Our PNM efforts revolve around creating an efficient, standardized way of collecting key performance indicators (KPIs) from cable modems and cable modem termination systems. The DOCSIS® Common Collection Framework (DCCF) is a toolkit of technologies that include powerful cloud-based predictive algorithms, machine learning and analytics for finding and solving various network issues without impacting customer experience. We are also working on a Combined Common Collection Framework (XCCF) that standardizes and further optimizes the data collection process from many types of access network technologies, including hybrid fiber coax (HFC), fiber optics and wireless solutions.

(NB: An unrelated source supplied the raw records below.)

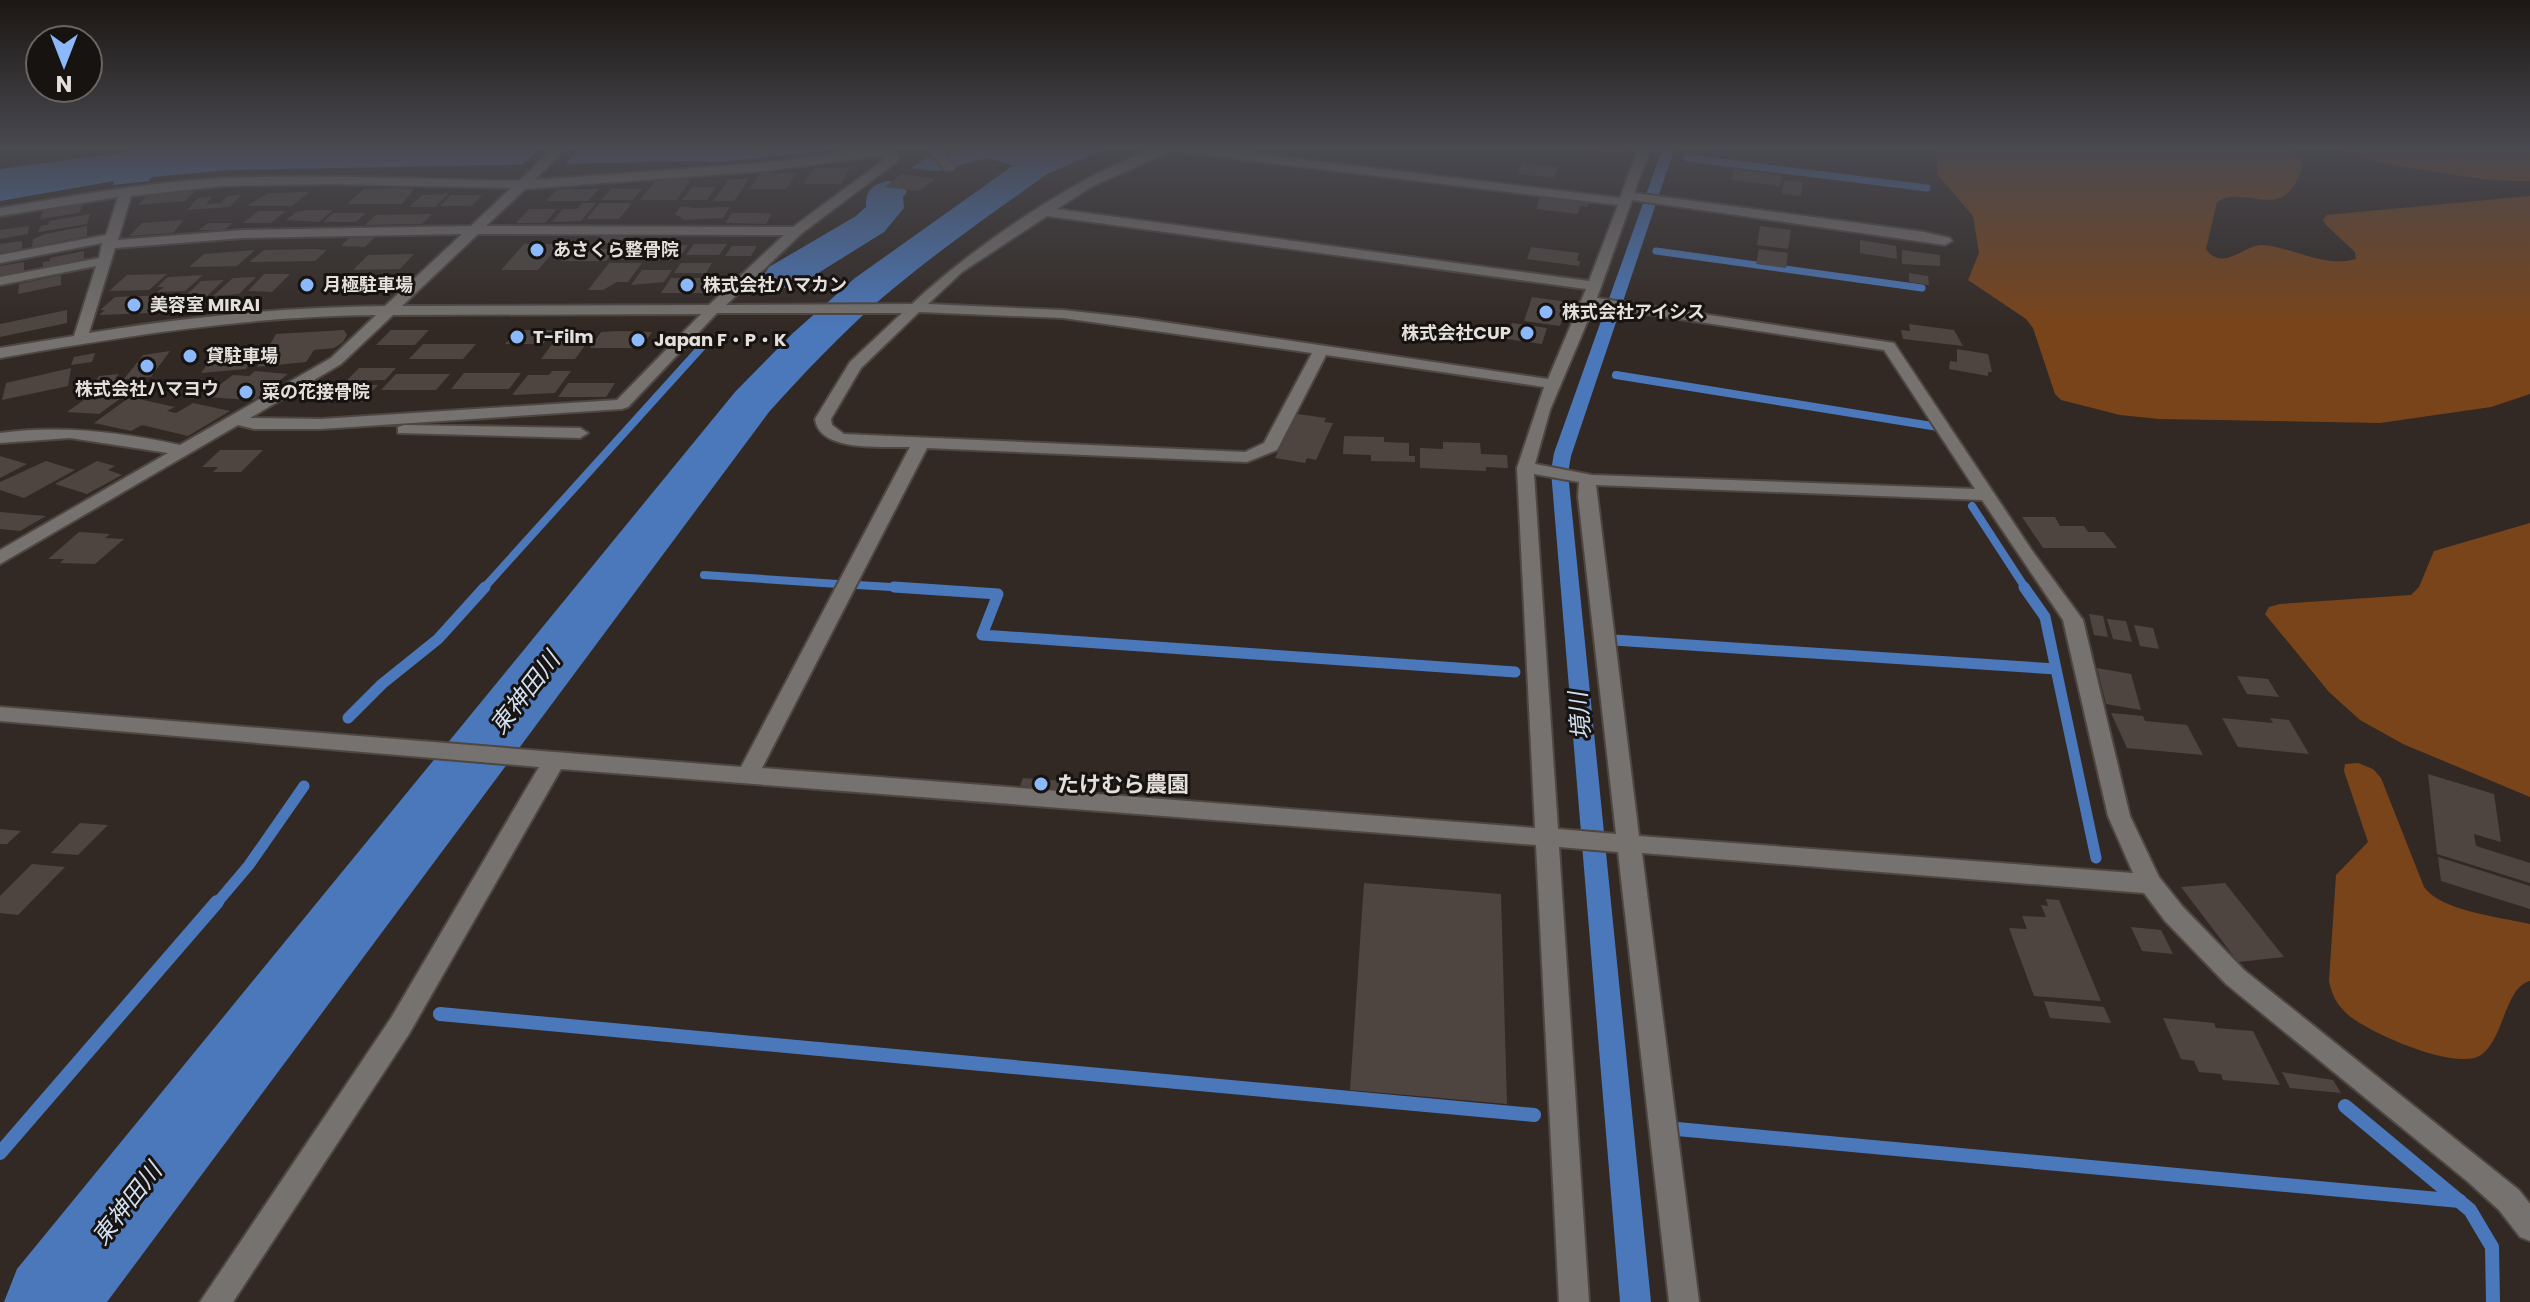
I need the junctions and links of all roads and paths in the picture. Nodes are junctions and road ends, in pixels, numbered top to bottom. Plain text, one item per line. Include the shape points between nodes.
1 (27, 208) edge
2 (121, 208) edge
3 (499, 208) edge
4 (827, 208) edge
5 (1054, 208) edge
6 (1627, 208) edge
7 (1714, 208) edge
8 (0, 212) edge
9 (1047, 212) junction
10 (475, 230) junction
11 (796, 231) junction
12 (1945, 241) dead end
13 (109, 242) junction
14 (0, 259) edge
15 (103, 261) junction
16 (0, 281) edge
17 (1594, 296) junction
18 (915, 308) junction
19 (392, 309) junction
20 (713, 309) junction
21 (80, 339) junction
22 (1321, 349) junction
23 (0, 353) edge
24 (1553, 384) junction
25 (402, 418) junction
26 (238, 420) junction
27 (580, 433) dead end
28 (0, 438) edge
29 (921, 443) junction
30 (183, 451) junction
31 (1534, 470) junction
32 (1582, 478) junction
33 (1989, 495) junction
34 (0, 558) edge
35 (0, 714) edge
36 (546, 760) junction
37 (747, 776) junction
38 (1557, 838) junction
39 (1622, 843) junction
40 (2151, 884) junction
41 (2530, 1227) edge
42 (215, 1302) edge
43 (1574, 1302) edge
44 (1684, 1302) edge

1 - 8 street
2 - 13 street
3 - 10 street
4 - 11 street
5 - 9 street
6 - 17 street
7 - 12 street
9 - 17 street
9 - 18 street via 969,260
10 - 11 street
10 - 13 street
10 - 19 street
11 - 20 street
13 - 14 street
13 - 15 street
15 - 16 street
15 - 21 street
17 - 24 street
17 - 33 street via 1629,307 1889,346
18 - 20 street
18 - 22 street via 1100,318
18 - 29 street via 855,365 823,419 824,427 839,438
19 - 20 street
19 - 21 street via 274,315
19 - 26 street via 336,361
20 - 25 street via 622,404
21 - 23 street
22 - 24 street
22 - 29 street via 1271,446 1257,455
24 - 31 street
25 - 26 street via 321,424
25 - 27 street via 395,430
26 - 30 street
28 - 30 street via 97,433
29 - 37 street
30 - 34 street
31 - 32 street
31 - 38 street
32 - 33 street
32 - 39 street
33 - 40 street via 2073,620 2119,816
35 - 36 street
36 - 37 street
36 - 42 street via 400,1026
37 - 38 street
38 - 39 street
38 - 43 street
39 - 40 street
39 - 44 street
40 - 41 street via 2235,977 2477,1172

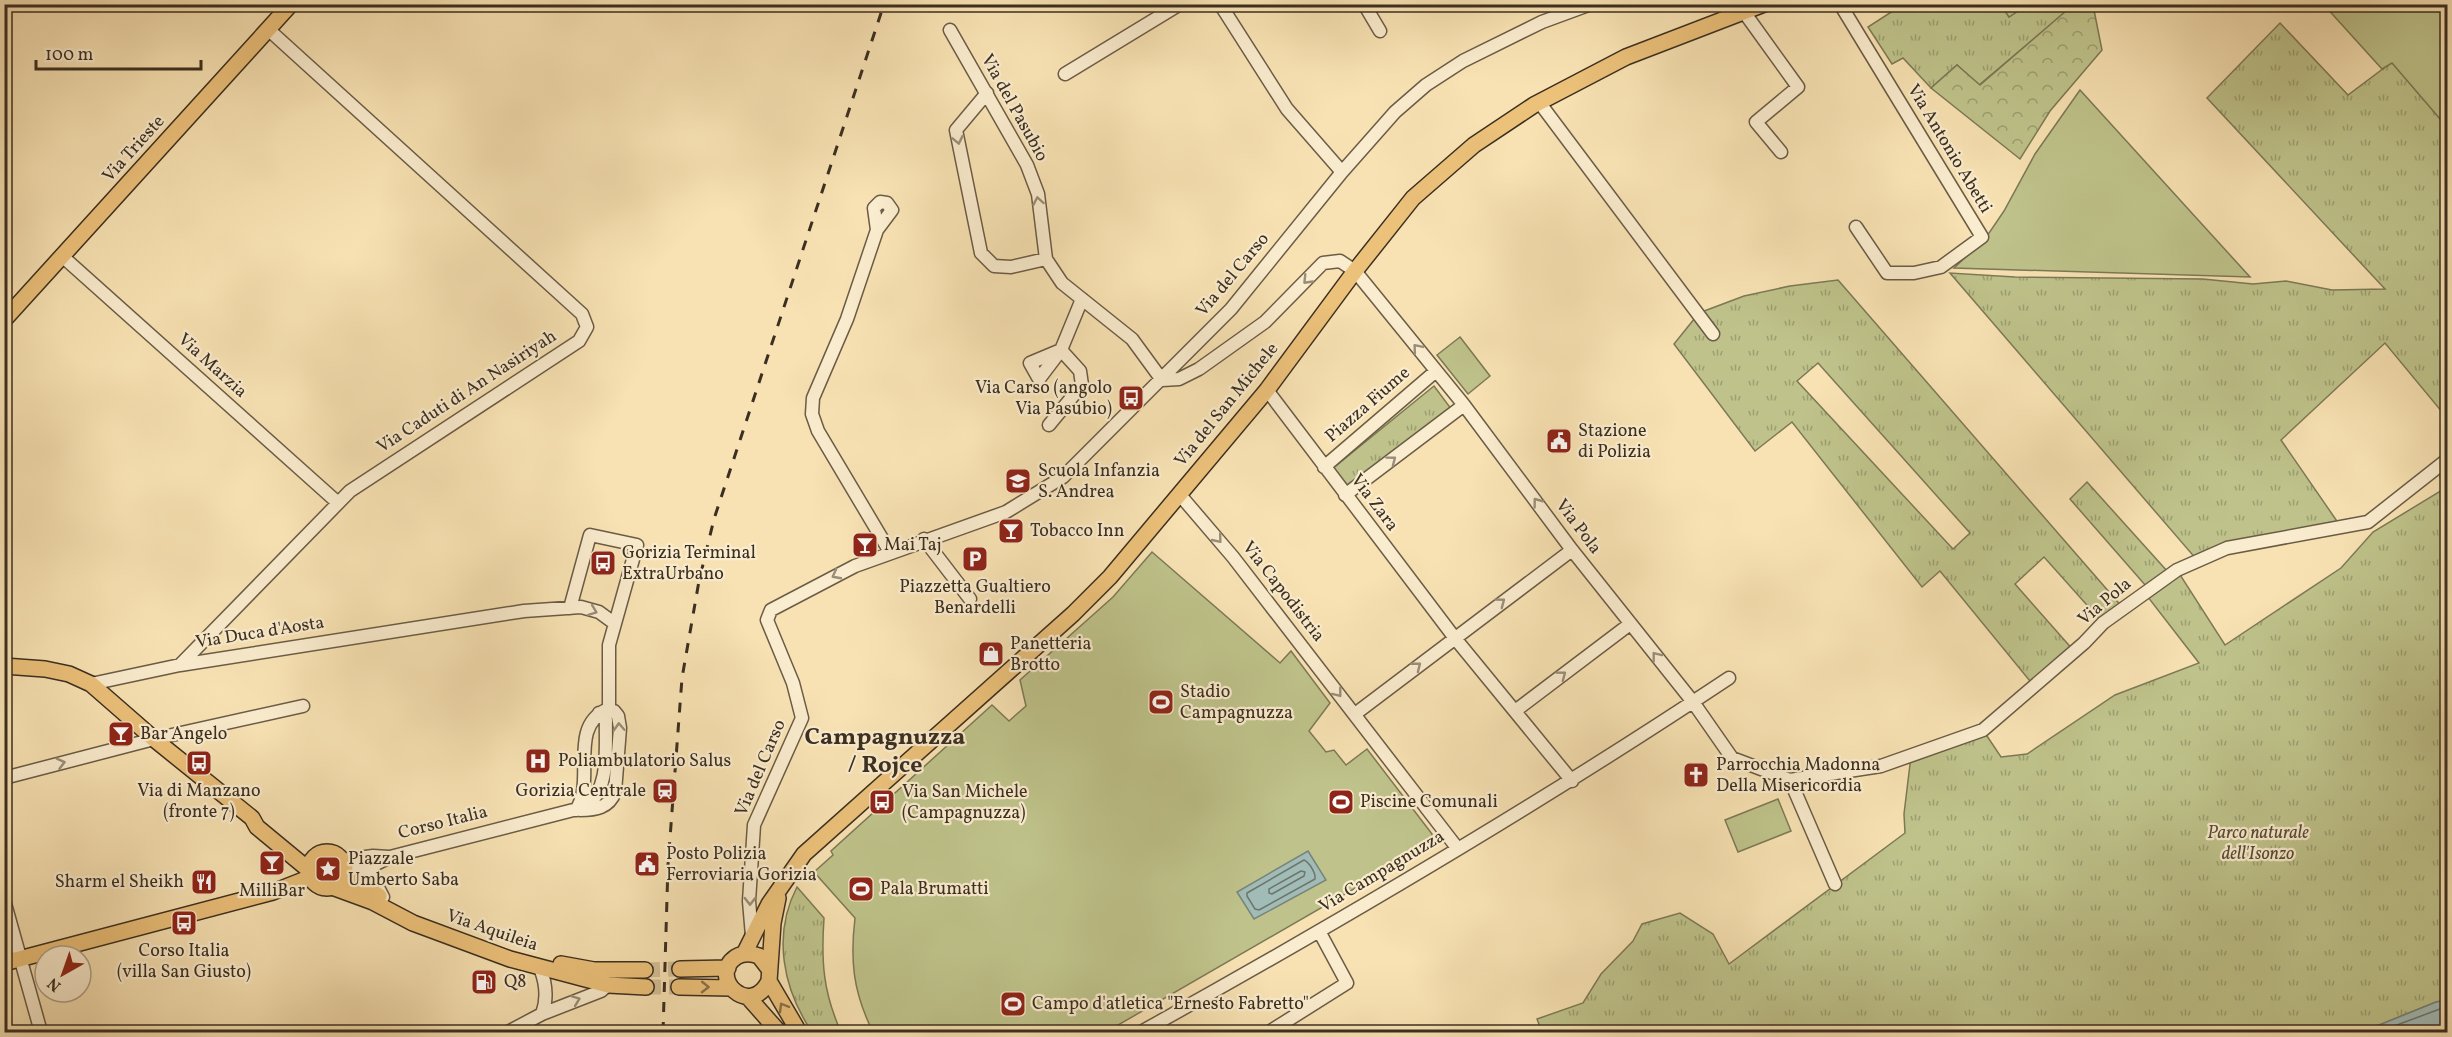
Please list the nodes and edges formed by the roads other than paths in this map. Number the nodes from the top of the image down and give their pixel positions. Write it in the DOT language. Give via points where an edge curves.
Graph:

To give operators more visibility into residential Wi-Fi networks, we’ve developed Wi-Fi Common Collection Framework (WCCF). It’s a standard architecture for the capture and transport of key performance indicators (KPIs) relevant to home Wi-Fi troubleshooting. Based on this data, the system can quickly pinpoint the source of a potential problem, like a Wi-Fi coverage issue or interference with the neighbor’s network, and automatically fix it before the customer notices. We’ve already demonstrated its effectiveness through a member field trial and are now working with the Wi-Fi Alliance and Broadband Forum to make it widely available to the rest of the communications industry.

As optical technologies become more prominent within the cable access network infrastructure, so should optical PNM practices. Operators will soon be able to use CableLabs’ Optical Common Collection Framework (OCCF) to ensure that any issues in the fiber portion of their network are identified and fixed before they become a bigger problem. We are leading the cable industry with efforts to specify what data is needed to support optical PNM and how to best use this data for proactive troubleshooting.